▶ [WHAT THIS TASK INVOLVES]:
Could you output each line of the data that follows exactly?

▶ [INPUT]:
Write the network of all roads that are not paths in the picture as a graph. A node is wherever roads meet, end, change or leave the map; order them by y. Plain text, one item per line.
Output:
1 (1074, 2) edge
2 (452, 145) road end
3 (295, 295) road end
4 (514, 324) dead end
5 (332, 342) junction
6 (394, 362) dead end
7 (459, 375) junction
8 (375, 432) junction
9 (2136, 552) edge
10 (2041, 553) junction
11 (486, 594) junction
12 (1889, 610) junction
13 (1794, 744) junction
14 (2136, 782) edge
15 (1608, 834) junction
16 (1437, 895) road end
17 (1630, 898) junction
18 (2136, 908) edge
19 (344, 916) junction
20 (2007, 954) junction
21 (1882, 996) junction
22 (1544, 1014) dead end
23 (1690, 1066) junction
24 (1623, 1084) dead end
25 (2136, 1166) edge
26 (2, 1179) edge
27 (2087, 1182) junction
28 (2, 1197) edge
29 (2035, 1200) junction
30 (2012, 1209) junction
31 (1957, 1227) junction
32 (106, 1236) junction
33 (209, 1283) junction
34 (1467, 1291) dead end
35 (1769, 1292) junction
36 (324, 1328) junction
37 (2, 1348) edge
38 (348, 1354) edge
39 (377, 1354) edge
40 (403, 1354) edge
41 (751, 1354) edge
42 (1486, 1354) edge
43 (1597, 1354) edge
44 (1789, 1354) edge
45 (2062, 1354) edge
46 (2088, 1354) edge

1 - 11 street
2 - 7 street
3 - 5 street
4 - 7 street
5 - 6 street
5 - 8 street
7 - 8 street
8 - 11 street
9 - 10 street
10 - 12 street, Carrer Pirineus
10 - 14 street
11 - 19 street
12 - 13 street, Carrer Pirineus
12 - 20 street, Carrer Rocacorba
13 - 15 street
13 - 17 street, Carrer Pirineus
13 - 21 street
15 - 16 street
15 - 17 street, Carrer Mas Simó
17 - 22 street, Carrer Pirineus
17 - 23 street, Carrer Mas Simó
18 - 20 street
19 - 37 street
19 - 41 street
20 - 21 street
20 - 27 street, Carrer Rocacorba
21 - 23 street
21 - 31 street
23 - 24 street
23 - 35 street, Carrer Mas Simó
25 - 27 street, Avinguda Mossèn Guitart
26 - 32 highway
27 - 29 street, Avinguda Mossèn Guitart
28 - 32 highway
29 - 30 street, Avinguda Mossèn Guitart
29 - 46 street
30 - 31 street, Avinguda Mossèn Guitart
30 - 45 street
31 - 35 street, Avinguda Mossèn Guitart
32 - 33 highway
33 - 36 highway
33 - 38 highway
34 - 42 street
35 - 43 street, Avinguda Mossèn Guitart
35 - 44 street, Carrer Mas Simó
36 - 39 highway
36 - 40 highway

▶ [SOLUTION BELOW]:
Write the network of all roads that are not paths in the picture as a graph. A node is wherever roads meet, end, change or leave the map; order them by y. Plain text, one item per line.
Output:
1 (1074, 2) edge
2 (452, 145) road end
3 (295, 295) road end
4 (514, 324) dead end
5 (332, 342) junction
6 (394, 362) dead end
7 (459, 375) junction
8 (375, 432) junction
9 (2136, 552) edge
10 (2041, 553) junction
11 (486, 594) junction
12 (1889, 610) junction
13 (1794, 744) junction
14 (2136, 782) edge
15 (1608, 834) junction
16 (1437, 895) road end
17 (1630, 898) junction
18 (2136, 908) edge
19 (344, 916) junction
20 (2007, 954) junction
21 (1882, 996) junction
22 (1544, 1014) dead end
23 (1690, 1066) junction
24 (1623, 1084) dead end
25 (2136, 1166) edge
26 (2, 1179) edge
27 (2087, 1182) junction
28 (2, 1197) edge
29 (2035, 1200) junction
30 (2012, 1209) junction
31 (1957, 1227) junction
32 (106, 1236) junction
33 (209, 1283) junction
34 (1467, 1291) dead end
35 (1769, 1292) junction
36 (324, 1328) junction
37 (2, 1348) edge
38 (348, 1354) edge
39 (377, 1354) edge
40 (403, 1354) edge
41 (751, 1354) edge
42 (1486, 1354) edge
43 (1597, 1354) edge
44 (1789, 1354) edge
45 (2062, 1354) edge
46 (2088, 1354) edge

1 - 11 street
2 - 7 street
3 - 5 street
4 - 7 street
5 - 6 street
5 - 8 street
7 - 8 street
8 - 11 street
9 - 10 street
10 - 12 street, Carrer Pirineus
10 - 14 street
11 - 19 street
12 - 13 street, Carrer Pirineus
12 - 20 street, Carrer Rocacorba
13 - 15 street
13 - 17 street, Carrer Pirineus
13 - 21 street
15 - 16 street
15 - 17 street, Carrer Mas Simó
17 - 22 street, Carrer Pirineus
17 - 23 street, Carrer Mas Simó
18 - 20 street
19 - 37 street
19 - 41 street
20 - 21 street
20 - 27 street, Carrer Rocacorba
21 - 23 street
21 - 31 street
23 - 24 street
23 - 35 street, Carrer Mas Simó
25 - 27 street, Avinguda Mossèn Guitart
26 - 32 highway
27 - 29 street, Avinguda Mossèn Guitart
28 - 32 highway
29 - 30 street, Avinguda Mossèn Guitart
29 - 46 street
30 - 31 street, Avinguda Mossèn Guitart
30 - 45 street
31 - 35 street, Avinguda Mossèn Guitart
32 - 33 highway
33 - 36 highway
33 - 38 highway
34 - 42 street
35 - 43 street, Avinguda Mossèn Guitart
35 - 44 street, Carrer Mas Simó
36 - 39 highway
36 - 40 highway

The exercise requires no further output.